Di sangue sotto i ponti ne è trascorso parecchio dalla pubblicazione del debut
“Eaten Back To Life” nel lontano 1990 e trentatré anni nel mondo musicale sono l’equivalente del trascorrere di intere ere geologiche eppure non ci si può esimere dal porsi la più classica domanda: “Cosa mi devo aspettare dall’ascolto della nuova fatica dei Cannibal?”
La risposta è decisamente scontata: quaranta minuti di musica pari al passaggio di un tornado in un asilo.

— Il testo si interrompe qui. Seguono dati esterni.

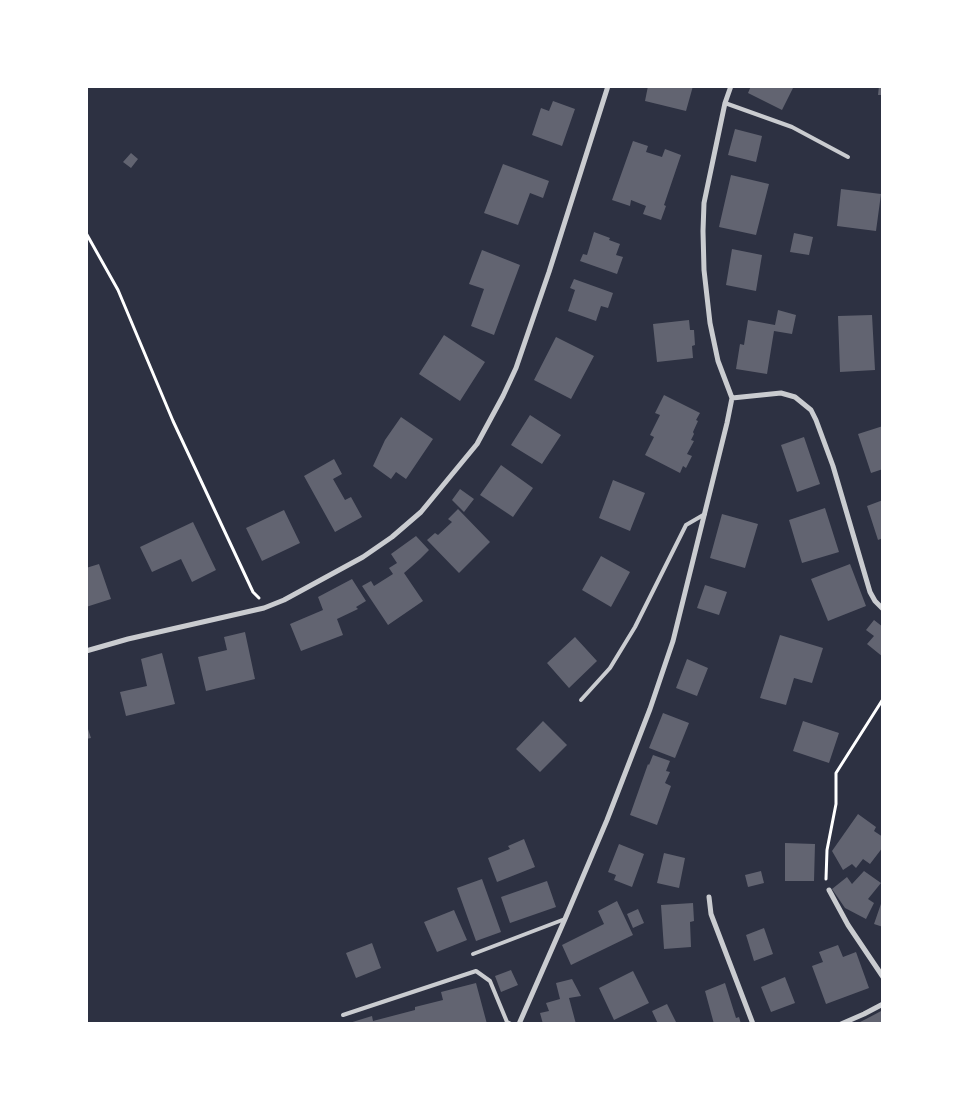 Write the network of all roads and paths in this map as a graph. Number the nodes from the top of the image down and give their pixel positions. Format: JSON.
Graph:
{"nodes":[{"id":1,"x":608,"y":86,"type":"edge"},
{"id":2,"x":731,"y":86,"type":"edge"},
{"id":3,"x":725,"y":103,"type":"junction"},
{"id":4,"x":848,"y":157,"type":"dead end"},
{"id":5,"x":86,"y":233,"type":"edge"},
{"id":6,"x":732,"y":398,"type":"junction"},
{"id":7,"x":705,"y":514,"type":"junction"},
{"id":8,"x":253,"y":592,"type":"dead end"},
{"id":9,"x":883,"y":609,"type":"edge"},
{"id":10,"x":86,"y":651,"type":"edge"},
{"id":11,"x":883,"y":699,"type":"edge"},
{"id":12,"x":581,"y":700,"type":"dead end"},
{"id":13,"x":829,"y":890,"type":"joint"},
{"id":14,"x":709,"y":897,"type":"dead end"},
{"id":15,"x":566,"y":919,"type":"junction"},
{"id":16,"x":473,"y":954,"type":"dead end"},
{"id":17,"x":883,"y":977,"type":"edge"},
{"id":18,"x":883,"y":1004,"type":"edge"},
{"id":19,"x":343,"y":1016,"type":"dead end"},
{"id":20,"x":511,"y":1024,"type":"edge"},
{"id":21,"x":519,"y":1024,"type":"edge"},
{"id":22,"x":753,"y":1024,"type":"edge"},
{"id":23,"x":841,"y":1024,"type":"edge"}],
"edges":[{"from":1,"to":10,"type":"street"},
{"from":2,"to":3,"type":"street"},
{"from":3,"to":4,"type":"lane"},
{"from":3,"to":6,"type":"street"},
{"from":5,"to":8,"type":"path"},
{"from":6,"to":7,"type":"street"},
{"from":6,"to":9,"type":"street"},
{"from":7,"to":12,"type":"lane"},
{"from":7,"to":15,"type":"street"},
{"from":11,"to":13,"type":"path"},
{"from":13,"to":17,"type":"street"},
{"from":14,"to":22,"type":"street"},
{"from":15,"to":16,"type":"lane"},
{"from":15,"to":21,"type":"street"},
{"from":18,"to":23,"type":"street"},
{"from":19,"to":20,"type":"lane"}]}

Baciati da un talento che garantisce loro di cavare sangue dalle rape anche quando hanno dato alle stampe lavori meno convincenti (fisiologico all’interno di una carriera così lunga) i
Cannibal Corpse del 2023 offrono una prova – l’ennesima - maiuscola e convincente, che non mostra crepe nel Cannibal Sound né segnali di stanchezza e con un
Erik Rutan capace di dare in pieno il suo contributo, specie nei brani più complicati.
Di
“Blood blind” e
“Summoned for sacrifice” già sappiamo tutto grazie ai video realizzati per promuovere
“Chaos Horrorific”, ma la doppietta con cui si apre l’album –
“Overlords of violence” e
“Frenzied feeding” – è materiale ad alta capacità di penetrazione, di quelli che non lasciano scampo, preludio al diluvio che seguirà coi brani seguenti, con un tarantolato
Paul Mazurkiewicz sugli scudi per precisione e velocità di esecuzione. Da clonare senza pensarci due volte.
Ma è tutto
“Chaos Horrorifc” che gira come un orologio di precisione,
Rutan e
Barrett suonano ben amalgamati fra loro senza rubarsi lo spazio e facendo convivere i loro diversi approcci stilistici (più elaborato il primo, più thrashettone il secondo),
George Fisher non dà segni di cedimento e
Webster…beh
Webster fa il
Webster!
Probabilmente
“Chaos Horrorifc” è il miglior lavoro prodotto dalla premiata ditta
Cannibal Corpse dai tempi di
“A Skeletal domain” (lavoro che col tempo ho sempre più rivalutato all’interno della loro discografia e che merita maggiore considerazione da parte di chi segue il genere) ed alla fine (almeno in questo caso) il voto a piè pagina ha un significato relativo perché, quello che davvero importa, è che gli statunitensi hanno ancora tanta voglia di dedicare anima ed energie alla causa.
Speriamo che a questo giro, il tour promozionale di
“Chaos Horrorific” tocchi il Belpaese, sarebbe un peccato non avere l’occasione di vederli nuovamente in azione.